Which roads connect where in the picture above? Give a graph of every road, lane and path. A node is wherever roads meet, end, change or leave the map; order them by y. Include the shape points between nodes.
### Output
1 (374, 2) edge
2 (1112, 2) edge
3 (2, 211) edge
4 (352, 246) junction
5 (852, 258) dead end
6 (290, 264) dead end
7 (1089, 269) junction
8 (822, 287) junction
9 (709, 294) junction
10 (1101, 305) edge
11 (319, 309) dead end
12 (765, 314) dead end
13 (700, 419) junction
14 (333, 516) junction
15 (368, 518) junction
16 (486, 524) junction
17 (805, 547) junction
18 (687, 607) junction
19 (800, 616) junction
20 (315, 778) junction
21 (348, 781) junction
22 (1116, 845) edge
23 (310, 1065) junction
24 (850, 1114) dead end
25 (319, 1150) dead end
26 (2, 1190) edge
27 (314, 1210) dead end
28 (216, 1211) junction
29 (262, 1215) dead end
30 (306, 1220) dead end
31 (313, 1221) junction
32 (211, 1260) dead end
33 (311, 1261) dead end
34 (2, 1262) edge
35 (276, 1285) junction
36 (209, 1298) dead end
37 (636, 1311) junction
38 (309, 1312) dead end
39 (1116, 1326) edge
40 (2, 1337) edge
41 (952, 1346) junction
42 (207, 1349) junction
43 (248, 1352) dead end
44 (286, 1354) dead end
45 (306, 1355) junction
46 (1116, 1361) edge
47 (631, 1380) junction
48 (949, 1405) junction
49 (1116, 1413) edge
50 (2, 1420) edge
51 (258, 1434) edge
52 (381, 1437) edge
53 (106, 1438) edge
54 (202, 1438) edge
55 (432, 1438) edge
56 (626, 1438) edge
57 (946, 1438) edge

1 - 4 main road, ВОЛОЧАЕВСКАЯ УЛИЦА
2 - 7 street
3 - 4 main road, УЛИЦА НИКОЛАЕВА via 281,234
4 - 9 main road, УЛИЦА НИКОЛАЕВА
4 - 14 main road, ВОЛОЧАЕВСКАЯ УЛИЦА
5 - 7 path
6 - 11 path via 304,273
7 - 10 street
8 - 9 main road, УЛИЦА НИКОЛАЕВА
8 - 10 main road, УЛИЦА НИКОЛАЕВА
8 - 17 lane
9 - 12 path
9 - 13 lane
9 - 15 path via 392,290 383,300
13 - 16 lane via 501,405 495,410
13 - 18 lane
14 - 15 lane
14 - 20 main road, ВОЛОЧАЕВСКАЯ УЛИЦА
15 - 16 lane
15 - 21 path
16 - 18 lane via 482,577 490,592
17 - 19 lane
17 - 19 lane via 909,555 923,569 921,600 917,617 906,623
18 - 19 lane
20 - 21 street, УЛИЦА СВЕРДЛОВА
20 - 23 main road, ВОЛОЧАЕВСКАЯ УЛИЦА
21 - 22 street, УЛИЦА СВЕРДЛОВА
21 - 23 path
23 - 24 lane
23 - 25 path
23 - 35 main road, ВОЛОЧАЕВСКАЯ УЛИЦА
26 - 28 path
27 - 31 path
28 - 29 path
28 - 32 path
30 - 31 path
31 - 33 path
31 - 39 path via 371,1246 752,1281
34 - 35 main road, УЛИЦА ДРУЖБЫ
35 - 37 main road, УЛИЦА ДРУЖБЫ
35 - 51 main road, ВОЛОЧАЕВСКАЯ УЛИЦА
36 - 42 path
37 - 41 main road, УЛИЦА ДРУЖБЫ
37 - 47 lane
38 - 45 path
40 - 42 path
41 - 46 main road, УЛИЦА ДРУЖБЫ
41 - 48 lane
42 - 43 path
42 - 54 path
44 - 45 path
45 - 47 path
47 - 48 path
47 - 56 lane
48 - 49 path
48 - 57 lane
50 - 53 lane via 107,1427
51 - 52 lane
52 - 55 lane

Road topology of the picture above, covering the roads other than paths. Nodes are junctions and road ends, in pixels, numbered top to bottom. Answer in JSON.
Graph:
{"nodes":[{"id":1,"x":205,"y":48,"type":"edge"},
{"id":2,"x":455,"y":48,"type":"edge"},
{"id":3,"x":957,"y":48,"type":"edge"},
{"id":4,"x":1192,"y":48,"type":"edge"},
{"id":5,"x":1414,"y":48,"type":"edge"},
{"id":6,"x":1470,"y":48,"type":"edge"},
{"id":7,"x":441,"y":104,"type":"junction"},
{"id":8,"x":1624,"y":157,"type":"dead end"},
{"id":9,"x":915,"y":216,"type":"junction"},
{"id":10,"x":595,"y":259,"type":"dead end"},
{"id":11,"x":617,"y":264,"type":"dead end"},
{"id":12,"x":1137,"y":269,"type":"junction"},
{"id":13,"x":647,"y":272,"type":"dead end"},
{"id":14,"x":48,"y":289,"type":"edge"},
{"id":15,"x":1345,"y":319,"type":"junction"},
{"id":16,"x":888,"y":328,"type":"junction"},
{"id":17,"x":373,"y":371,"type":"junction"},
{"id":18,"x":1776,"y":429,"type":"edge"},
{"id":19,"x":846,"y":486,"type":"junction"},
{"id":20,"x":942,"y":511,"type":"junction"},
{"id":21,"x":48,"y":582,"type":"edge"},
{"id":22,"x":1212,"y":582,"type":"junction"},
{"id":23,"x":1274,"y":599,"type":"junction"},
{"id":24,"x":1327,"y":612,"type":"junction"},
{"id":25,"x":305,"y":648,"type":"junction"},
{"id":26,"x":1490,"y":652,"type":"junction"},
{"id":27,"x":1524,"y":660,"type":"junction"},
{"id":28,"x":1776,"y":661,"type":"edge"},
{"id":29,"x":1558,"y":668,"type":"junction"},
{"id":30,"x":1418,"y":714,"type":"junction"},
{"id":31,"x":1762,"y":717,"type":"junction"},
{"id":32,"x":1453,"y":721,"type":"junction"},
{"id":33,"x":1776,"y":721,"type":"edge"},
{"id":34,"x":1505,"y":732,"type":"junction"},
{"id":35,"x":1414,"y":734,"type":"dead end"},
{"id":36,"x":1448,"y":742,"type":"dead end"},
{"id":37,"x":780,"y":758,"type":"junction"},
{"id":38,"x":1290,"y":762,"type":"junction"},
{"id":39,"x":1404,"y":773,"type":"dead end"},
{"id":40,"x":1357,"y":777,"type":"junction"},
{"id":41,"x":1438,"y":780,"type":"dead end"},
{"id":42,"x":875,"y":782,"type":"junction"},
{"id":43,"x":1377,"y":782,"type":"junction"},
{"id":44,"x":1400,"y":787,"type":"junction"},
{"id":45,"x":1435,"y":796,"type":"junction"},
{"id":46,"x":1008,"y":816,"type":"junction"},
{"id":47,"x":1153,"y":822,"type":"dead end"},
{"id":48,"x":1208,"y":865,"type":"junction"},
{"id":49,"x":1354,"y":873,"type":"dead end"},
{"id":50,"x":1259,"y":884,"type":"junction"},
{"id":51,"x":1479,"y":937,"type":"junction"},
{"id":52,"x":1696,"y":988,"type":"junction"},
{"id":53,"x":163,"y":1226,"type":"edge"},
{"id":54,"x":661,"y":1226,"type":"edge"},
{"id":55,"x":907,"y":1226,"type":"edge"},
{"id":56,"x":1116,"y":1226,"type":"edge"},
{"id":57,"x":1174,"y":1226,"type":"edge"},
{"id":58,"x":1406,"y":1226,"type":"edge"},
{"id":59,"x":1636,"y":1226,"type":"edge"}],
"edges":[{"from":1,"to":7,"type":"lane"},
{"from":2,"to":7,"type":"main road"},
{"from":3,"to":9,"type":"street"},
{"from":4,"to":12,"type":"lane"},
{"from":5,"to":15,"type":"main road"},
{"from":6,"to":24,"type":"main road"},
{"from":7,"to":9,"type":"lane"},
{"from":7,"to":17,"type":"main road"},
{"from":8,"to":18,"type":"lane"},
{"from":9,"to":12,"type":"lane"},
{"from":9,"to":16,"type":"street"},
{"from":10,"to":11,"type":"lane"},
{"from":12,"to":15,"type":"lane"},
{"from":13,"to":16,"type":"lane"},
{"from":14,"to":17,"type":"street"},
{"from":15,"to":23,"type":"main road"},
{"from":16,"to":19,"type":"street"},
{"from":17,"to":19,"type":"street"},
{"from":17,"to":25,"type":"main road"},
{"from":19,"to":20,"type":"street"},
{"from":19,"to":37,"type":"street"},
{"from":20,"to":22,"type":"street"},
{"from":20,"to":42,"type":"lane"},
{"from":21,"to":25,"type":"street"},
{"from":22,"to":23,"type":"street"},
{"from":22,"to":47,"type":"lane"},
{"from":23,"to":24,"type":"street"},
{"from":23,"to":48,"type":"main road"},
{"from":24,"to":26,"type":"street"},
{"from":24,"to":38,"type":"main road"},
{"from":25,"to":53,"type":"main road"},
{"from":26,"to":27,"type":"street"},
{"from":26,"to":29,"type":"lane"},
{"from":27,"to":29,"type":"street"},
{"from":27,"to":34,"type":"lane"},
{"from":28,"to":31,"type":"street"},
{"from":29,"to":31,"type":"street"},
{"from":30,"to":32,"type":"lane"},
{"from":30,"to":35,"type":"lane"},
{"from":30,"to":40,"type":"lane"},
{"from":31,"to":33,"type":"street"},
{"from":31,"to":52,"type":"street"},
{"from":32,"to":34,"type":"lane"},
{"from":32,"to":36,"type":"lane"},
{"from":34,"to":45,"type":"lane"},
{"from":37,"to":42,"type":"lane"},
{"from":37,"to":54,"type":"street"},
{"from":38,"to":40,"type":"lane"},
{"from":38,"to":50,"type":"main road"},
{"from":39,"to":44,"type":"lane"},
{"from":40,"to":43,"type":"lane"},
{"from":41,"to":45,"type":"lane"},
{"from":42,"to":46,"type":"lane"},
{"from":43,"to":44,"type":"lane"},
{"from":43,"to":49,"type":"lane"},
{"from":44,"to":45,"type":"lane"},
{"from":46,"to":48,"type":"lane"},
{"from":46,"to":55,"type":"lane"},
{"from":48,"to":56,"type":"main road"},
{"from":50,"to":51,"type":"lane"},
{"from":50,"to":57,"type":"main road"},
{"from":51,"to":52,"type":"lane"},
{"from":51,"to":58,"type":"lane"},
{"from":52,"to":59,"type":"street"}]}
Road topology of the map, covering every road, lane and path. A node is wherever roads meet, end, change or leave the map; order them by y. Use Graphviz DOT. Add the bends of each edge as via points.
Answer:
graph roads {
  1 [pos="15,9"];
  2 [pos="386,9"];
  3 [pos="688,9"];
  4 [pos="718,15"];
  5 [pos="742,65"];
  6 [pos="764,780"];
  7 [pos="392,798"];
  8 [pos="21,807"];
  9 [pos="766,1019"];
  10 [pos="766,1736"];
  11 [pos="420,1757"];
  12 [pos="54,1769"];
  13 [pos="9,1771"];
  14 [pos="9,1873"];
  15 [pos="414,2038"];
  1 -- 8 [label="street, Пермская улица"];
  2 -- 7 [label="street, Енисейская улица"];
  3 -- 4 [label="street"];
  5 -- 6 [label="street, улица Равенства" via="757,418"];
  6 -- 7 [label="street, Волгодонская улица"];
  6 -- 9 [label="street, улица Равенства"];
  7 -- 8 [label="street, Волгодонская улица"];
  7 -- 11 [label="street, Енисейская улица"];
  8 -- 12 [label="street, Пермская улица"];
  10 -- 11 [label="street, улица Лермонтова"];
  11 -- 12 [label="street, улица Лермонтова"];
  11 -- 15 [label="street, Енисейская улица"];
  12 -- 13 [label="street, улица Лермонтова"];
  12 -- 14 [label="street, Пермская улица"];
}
————
# [Exercise directions]
For the string "above", search the preceding data and copy every line that includes it.

# [Answer to this exercise]
Which roads connect where in the picture above? Give a graph of every road, lane and path. A node is wherever roads meet, end, change or leave the map; order them by y. Include the shape points between nodes.
Road topology of the picture above, covering the roads other than paths. Nodes are junctions and road ends, in pixels, numbered top to bottom. Answer in JSON.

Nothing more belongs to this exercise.